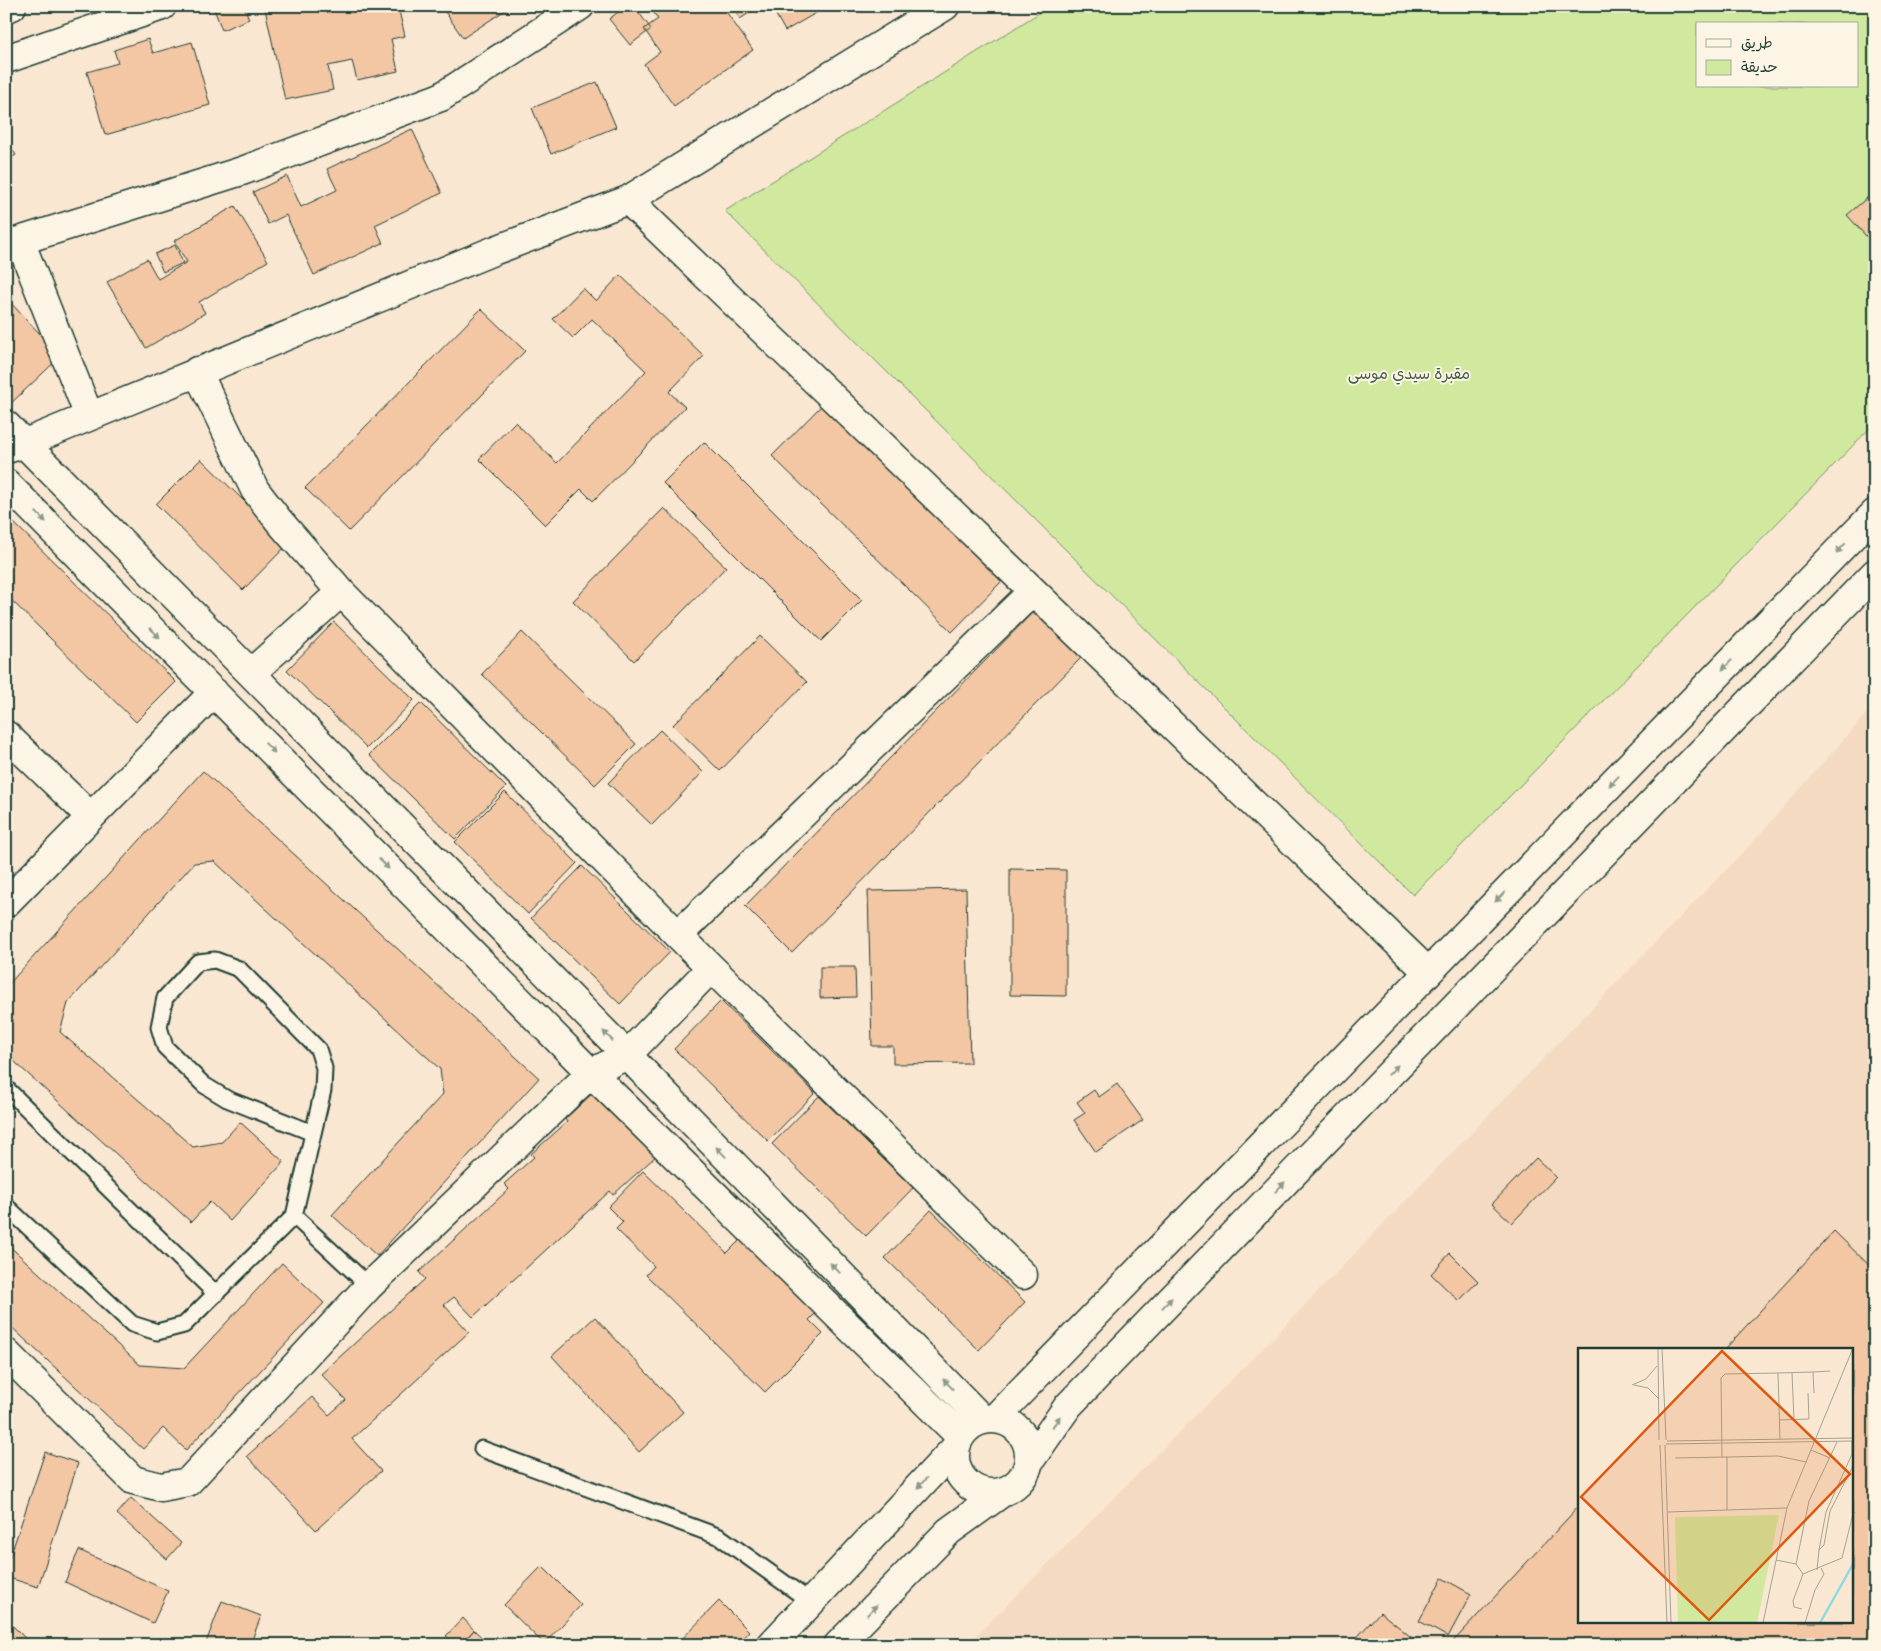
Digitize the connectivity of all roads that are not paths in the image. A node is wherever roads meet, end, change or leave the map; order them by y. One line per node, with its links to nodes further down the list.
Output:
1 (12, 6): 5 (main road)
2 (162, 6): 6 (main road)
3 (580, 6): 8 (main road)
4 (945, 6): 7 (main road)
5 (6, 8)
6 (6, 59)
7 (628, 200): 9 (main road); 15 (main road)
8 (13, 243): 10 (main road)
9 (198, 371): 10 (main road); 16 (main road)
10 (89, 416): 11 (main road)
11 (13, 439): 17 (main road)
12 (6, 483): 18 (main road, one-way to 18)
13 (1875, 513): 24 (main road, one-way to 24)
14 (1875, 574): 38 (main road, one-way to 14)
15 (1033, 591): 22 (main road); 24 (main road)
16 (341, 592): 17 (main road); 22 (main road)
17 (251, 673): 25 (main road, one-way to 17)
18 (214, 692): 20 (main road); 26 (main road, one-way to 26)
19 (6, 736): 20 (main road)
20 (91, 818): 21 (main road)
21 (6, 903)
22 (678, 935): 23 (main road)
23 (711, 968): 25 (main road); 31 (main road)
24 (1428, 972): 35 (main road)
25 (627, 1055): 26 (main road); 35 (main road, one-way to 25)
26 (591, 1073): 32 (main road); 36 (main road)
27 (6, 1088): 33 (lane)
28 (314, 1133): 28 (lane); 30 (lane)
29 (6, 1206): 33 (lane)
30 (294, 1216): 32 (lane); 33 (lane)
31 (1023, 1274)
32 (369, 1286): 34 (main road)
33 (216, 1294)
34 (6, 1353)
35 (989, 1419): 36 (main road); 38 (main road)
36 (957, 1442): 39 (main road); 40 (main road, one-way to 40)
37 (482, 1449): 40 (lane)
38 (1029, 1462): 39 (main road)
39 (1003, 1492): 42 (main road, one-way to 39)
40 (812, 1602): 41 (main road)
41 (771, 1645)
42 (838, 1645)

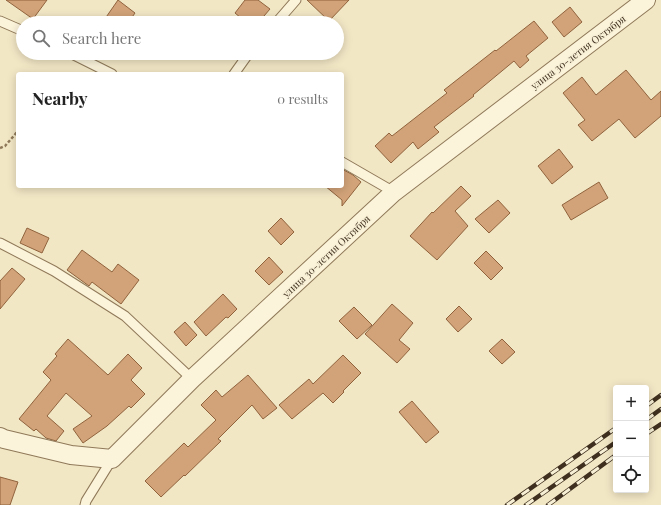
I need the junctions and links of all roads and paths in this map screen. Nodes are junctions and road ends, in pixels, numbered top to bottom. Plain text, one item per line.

****************************************

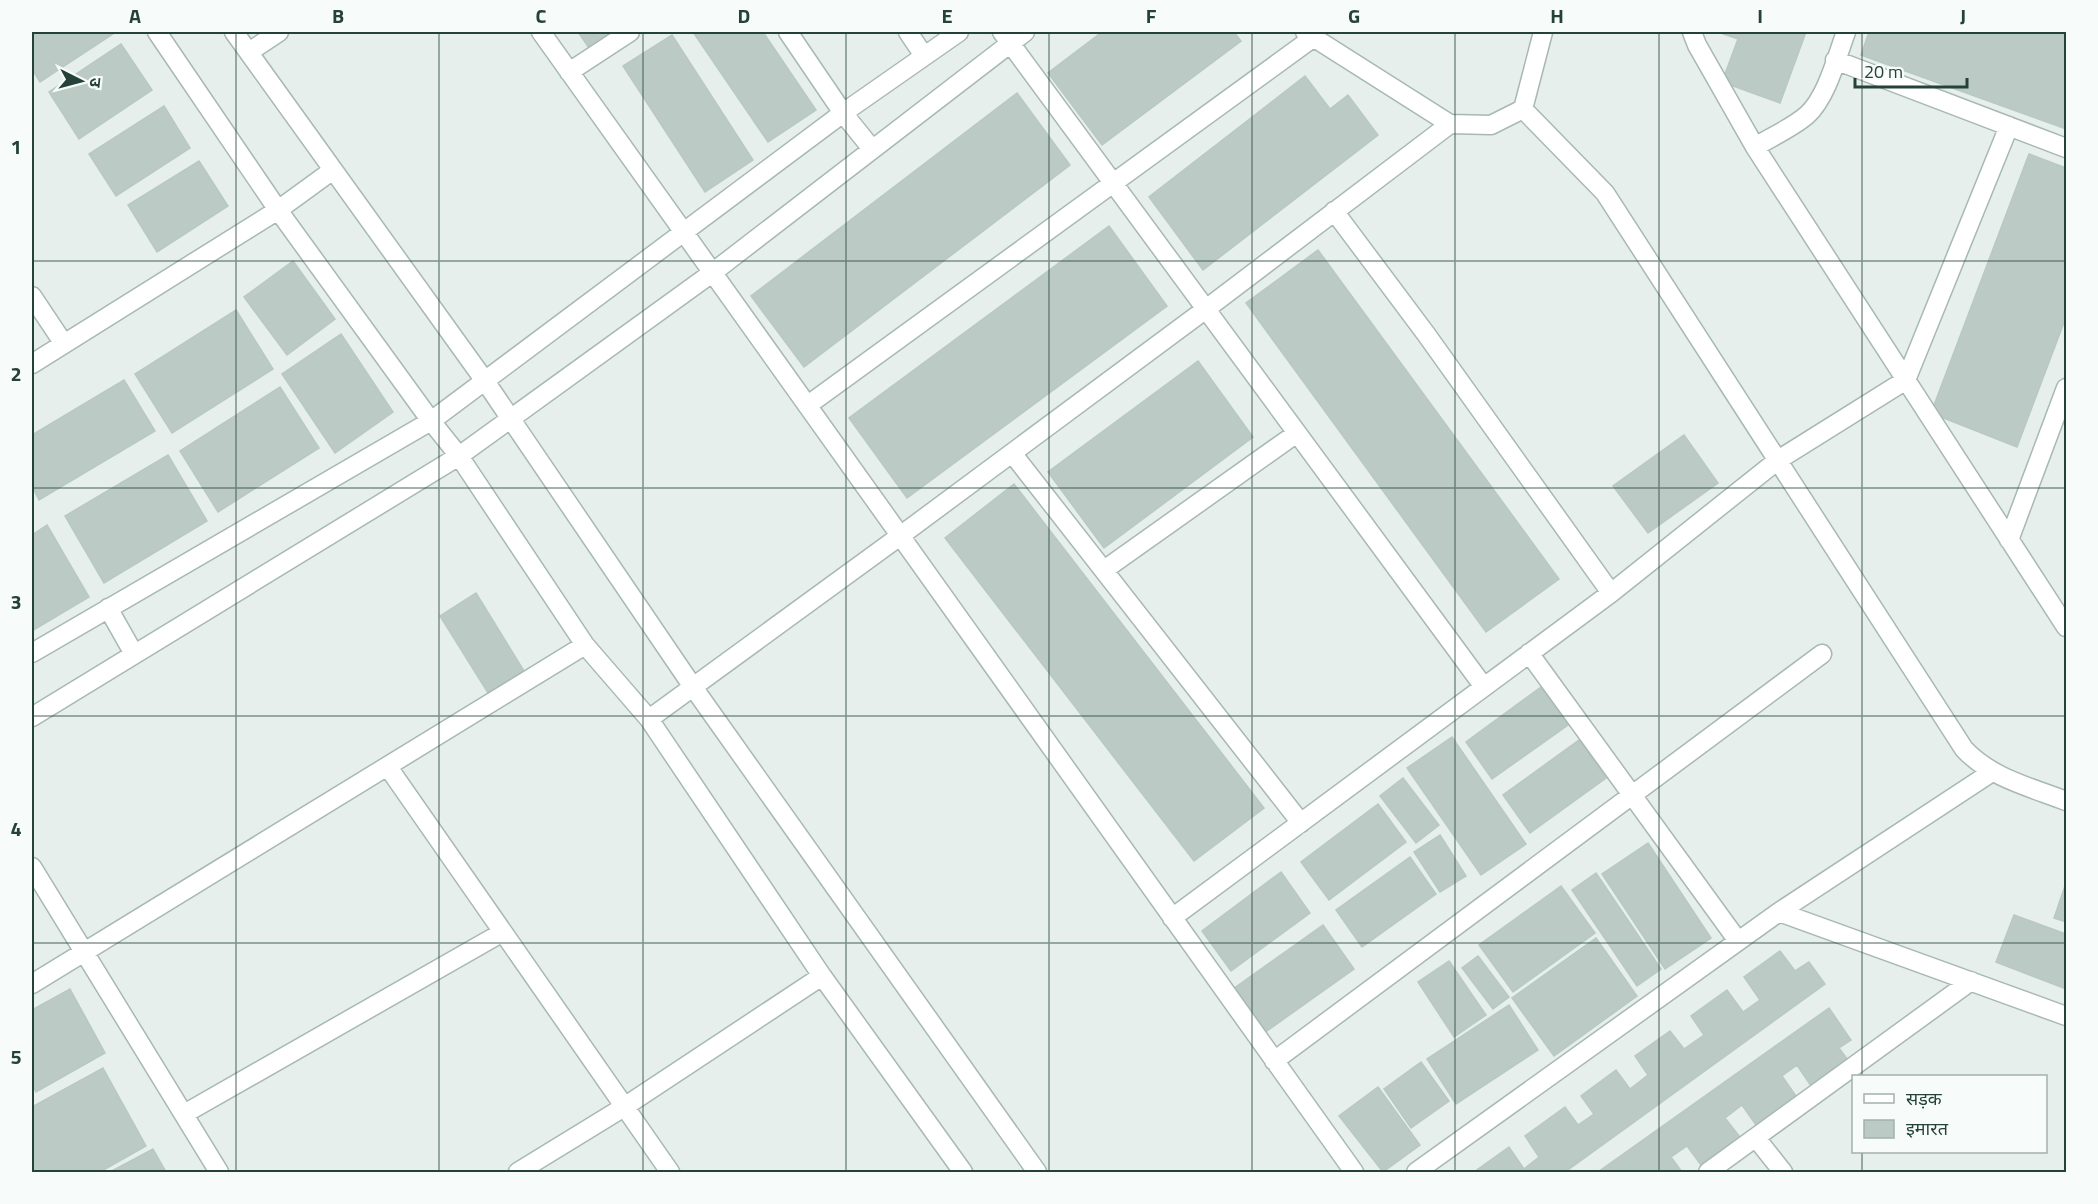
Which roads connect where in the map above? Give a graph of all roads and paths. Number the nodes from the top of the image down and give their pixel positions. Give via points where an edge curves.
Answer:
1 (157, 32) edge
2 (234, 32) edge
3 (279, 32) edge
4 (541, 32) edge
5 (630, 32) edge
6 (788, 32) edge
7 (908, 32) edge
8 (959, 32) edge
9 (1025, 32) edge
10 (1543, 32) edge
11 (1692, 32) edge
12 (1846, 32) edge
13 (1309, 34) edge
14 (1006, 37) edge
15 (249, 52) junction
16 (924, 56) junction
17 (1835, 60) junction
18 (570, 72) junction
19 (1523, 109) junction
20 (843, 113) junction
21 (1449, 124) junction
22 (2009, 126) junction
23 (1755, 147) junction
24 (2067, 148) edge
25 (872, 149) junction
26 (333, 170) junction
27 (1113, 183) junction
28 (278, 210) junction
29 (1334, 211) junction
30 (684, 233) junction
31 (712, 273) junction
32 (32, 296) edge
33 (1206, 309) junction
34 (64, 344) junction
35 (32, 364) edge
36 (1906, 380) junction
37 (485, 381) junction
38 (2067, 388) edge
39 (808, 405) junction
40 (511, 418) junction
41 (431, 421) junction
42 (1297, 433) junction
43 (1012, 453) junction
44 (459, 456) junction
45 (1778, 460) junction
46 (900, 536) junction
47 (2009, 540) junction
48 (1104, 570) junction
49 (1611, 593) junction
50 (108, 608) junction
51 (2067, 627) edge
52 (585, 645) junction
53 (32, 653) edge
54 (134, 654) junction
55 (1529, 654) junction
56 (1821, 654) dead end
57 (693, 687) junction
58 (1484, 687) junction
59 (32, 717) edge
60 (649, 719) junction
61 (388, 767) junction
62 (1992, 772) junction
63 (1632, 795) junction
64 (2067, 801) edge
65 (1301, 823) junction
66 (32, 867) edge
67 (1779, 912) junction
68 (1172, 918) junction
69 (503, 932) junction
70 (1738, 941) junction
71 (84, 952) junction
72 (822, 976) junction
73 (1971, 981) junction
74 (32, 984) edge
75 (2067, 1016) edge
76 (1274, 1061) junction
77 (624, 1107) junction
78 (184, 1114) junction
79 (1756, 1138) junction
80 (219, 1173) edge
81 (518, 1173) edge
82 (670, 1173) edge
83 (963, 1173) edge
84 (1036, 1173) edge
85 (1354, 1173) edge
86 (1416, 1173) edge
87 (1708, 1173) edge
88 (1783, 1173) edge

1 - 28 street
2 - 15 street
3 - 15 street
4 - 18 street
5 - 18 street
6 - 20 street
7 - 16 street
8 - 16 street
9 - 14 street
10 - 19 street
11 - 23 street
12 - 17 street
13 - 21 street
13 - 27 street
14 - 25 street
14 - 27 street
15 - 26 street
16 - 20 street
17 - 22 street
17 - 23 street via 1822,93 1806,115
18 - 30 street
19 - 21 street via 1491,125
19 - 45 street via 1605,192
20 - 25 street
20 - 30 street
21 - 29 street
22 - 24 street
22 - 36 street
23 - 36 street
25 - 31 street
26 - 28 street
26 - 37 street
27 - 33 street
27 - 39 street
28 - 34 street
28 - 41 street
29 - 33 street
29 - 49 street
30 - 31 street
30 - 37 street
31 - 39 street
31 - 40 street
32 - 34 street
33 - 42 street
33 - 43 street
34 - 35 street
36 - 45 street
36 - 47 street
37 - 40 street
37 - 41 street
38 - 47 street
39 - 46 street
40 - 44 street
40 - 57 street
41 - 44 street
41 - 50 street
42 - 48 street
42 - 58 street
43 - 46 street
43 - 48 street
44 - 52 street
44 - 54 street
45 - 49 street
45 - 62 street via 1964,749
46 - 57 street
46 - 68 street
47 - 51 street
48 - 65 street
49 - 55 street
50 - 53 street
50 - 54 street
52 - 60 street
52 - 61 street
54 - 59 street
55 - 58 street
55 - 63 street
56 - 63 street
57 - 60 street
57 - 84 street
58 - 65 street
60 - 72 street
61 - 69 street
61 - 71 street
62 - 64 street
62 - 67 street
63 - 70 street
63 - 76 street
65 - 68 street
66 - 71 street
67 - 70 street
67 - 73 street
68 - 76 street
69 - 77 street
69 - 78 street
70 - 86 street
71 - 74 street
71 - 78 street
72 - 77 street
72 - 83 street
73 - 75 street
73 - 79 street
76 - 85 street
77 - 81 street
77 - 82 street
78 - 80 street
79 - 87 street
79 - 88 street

****************************************

# What to work on:
Go through the listing above and return each line where the word "roads" occurs.

# Answer section:
Digitize the connectivity of all roads that are not paths in the image. A node is wherever roads meet, end, change or leave the map; order them by y. One line per node, with its links to nodes further down the list.
I need the junctions and links of all roads and paths in this map screen. Nodes are junctions and road ends, in pixels, numbered top to bottom. Plain text, one item per line.
Which roads connect where in the map above? Give a graph of all roads and paths. Number the nodes from the top of the image down and give their pixel positions. Give via points where an edge curves.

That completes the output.